La sequenza finale è pura poesia: proprio quando tutti pensavamo che la donna sarebbe scappata per riunirsi al suo amante ed iniziare a vivere una vita degna di essere chiamata così, questa compie un atto di estremo altruismo. Invece di fuggire, si dirige alle urne per votare per la prima volta, così da dare a tutte le Donne italiane una possibilità di redenzione e speranza. Una particolarità di questa sequenza è la canzone A bocca chiusa (2013) di Daniele Silvestri, che si colloca a metà strada tra musica intradiegetica ed extradiegetica. Se inizialmente si potrebbe supporre che la melodia sia solo nella testa di Delia, poco dopo ci rendiamo conto che non è così. Come in un musical, tutte le persone intorno a lei si uniscono al coro: quando la donna si ritrova faccia a faccia con il marito, tutti cominciano a cantare come forma di ribellione contro l’oppressione che Ivano rappresenta. È una canzone fortemente simbolica ed emblematica in un tale momento perché, come dice il titolo stesso della canzone, tutti cantano a bocca chiusa, a dimostrare che, spesso, espressioni e gesti valgono più di mille parole.

Quando Delia è all’interno del seggio elettorale, si sente un uomo annunciare che è necessario che le Donne rimuovano il rossetto prima di sigillare la busta, perché qualsiasi traccia di trucco potrebbe invalidare il voto. Di conseguenza, tutte le Donne che si stanno preparando a sigillare la loro busta rimuovono il loro rossetto, con un gesto che è molto più che una semplice adesione alle regole di voto. Questo gesto simbolico punta ancora una volta a sottolineare la rinuncia di una parte di sé in favore di un bene più grande. Le Donne compiono questa azione nella speranza che possa apportare un cambiamento in meglio per tutte loro.
Loro votano perché hanno finalmente l’opportunità di farlo. Votano perché migliaia e migliaia di Donne prima di loro hanno combattuto e si sono sacrificate perché venisse loro riconosciuto questo diritto. Votano perché votare è, oltre che un diritto, anche un dovere morale: è un’azione che richiede pochissimo sforzo ma che ha la capacità di cambiare la vita di tante persone, di un intero paese, del mondo intero. Se siete abbastanza fortunati da avere il diritto di voto, andate a votare, ma fatelo coscienziosamente.

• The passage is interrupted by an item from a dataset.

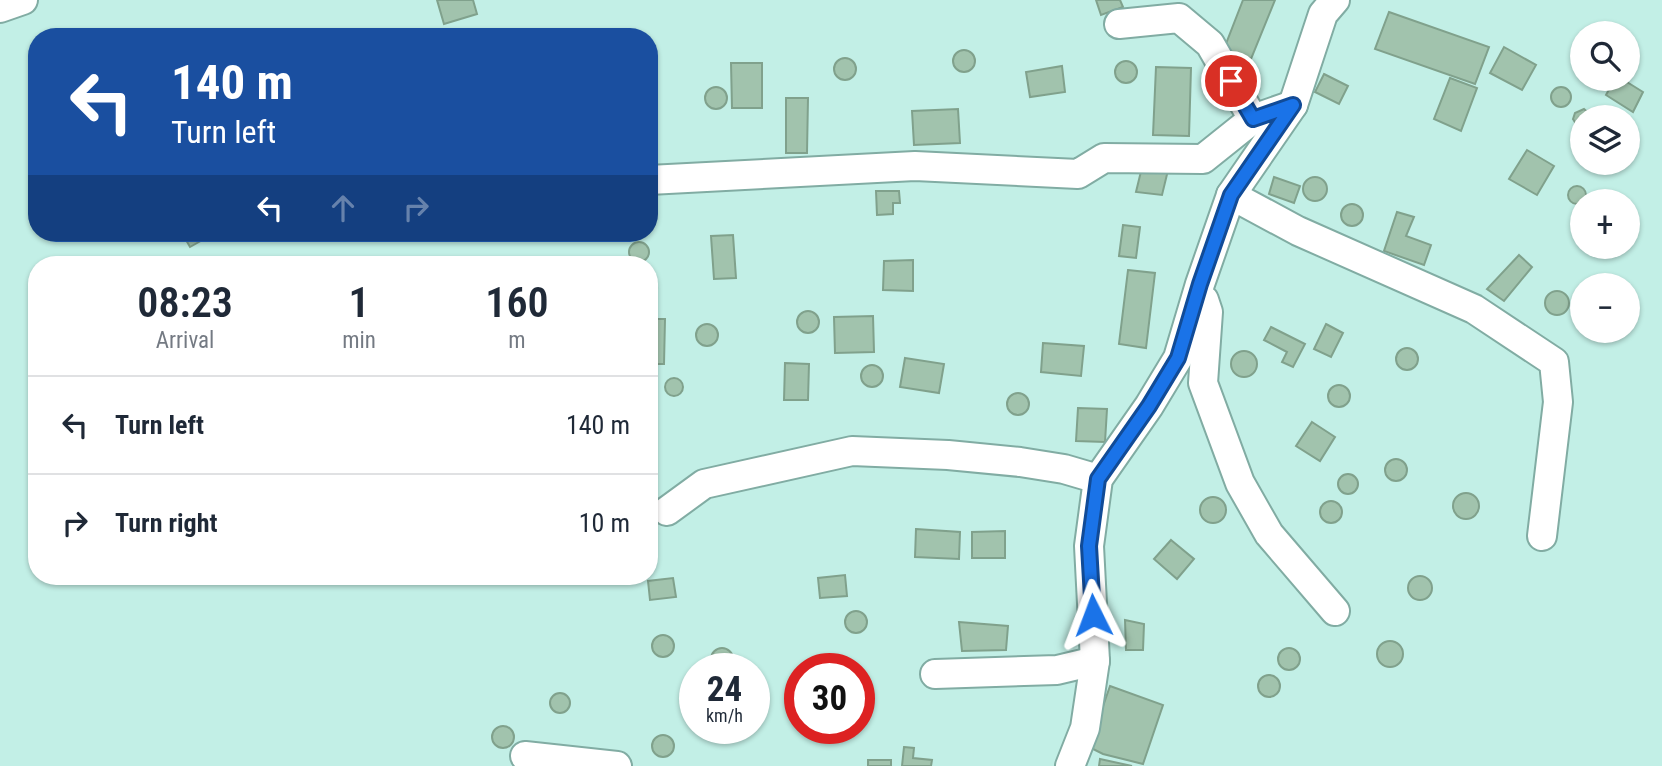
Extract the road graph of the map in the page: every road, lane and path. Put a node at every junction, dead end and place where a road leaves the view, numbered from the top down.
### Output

Purtroppo, il film descrive accuratamente una condizione che colpisce tutt’oggi molte Donne in tutto il mondo. La strada per le pari opportunità è una storia che stiamo ancora scrivendo. Tornare a quel 2 giugno 1946 è fondamentale perché rappresenta un punto di svolta inevitabile, che ha creato le condizioni per cui le Donne potessero effettivamente far sentire la propria voce e fare la differenza.

In ultima istanza, l’esordio alla regia di Paola Cortellesi sottolinea la crucialità della presa di coscienza di se stessi e l’importanza della scelta. Ci insegna a guardare al futuro con speranza perché non è mai troppo tardi, c’è ancora domani.